Open
Description
Describe the bug
Using scipy sparse matrices with sklearn LogisticRegression greatly improves speed and therefore is desirable in many scenarios.
However, it appears that sparse versus dense data representations yield different (worse) results for some sklearn classifiers.
My perhaps naive assumption is that sparse versus dense is just a method of representing the data and operations performed on the sparse or dense data (including model training) should yield identical or nearly identical results.
A notebook gist looking at sparse versus dense results for nine solvers can be found here: https://gist.github.com/mmulthaup/db619d8b5ea4baf4a00153b055a7e9a8
Steps/Code to Reproduce
#Minimal example
import sklearn
import scipy
import numpy as np
#Artificial data
y = np.repeat(1,100).tolist()+np.repeat(0,100).tolist()
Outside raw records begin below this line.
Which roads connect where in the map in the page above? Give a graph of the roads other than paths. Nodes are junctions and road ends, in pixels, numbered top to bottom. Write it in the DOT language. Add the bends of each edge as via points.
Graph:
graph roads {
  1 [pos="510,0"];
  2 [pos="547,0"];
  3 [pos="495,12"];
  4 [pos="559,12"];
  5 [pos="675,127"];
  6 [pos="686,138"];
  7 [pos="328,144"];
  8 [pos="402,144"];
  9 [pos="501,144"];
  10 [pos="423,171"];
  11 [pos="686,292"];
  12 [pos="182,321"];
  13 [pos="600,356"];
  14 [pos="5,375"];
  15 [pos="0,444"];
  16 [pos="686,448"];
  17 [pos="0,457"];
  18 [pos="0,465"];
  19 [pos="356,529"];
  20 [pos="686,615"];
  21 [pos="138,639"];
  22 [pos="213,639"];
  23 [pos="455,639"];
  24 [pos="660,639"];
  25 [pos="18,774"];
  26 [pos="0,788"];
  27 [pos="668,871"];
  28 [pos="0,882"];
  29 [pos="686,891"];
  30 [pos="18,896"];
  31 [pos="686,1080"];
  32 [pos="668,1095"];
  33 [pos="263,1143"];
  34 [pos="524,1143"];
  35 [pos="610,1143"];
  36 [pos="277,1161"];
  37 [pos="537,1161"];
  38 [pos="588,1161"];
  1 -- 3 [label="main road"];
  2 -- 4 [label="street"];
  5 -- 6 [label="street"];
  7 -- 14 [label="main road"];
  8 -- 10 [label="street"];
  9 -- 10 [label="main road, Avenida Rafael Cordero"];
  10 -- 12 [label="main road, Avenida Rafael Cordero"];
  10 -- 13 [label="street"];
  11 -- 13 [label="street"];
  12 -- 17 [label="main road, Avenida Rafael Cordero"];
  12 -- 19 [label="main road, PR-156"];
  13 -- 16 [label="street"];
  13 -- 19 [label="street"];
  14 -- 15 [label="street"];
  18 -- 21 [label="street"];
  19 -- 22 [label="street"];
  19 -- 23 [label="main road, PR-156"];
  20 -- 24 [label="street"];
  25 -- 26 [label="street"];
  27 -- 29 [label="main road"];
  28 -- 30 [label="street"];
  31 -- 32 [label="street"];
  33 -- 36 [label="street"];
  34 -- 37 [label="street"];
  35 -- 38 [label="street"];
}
X = np.concatenate([scipy.stats.poisson.rvs(0.2,size=[100,1000]),scipy.stats.poisson.rvs(0.1,size=[100,1000])])
X_train, X_test, y_train, y_test = sklearn.model_selection.train_test_split(
X, y, test_size=0.5, random_state=42)
X_train_sparse = scipy.sparse.bsr_array(X_train)
X_test_sparse = scipy.sparse.bsr_array(X_test)
#Modeling
model = sklearn.linear_model.LogisticRegression(solver="saga",random_state=42,max_iter=4000)
dense_scores = model.fit(X_train,y_train).predict_proba(X_test)[:,1]
sparse_scores = model.fit(X_train_sparse,y_train).predict_proba(X_test_sparse)[:,1]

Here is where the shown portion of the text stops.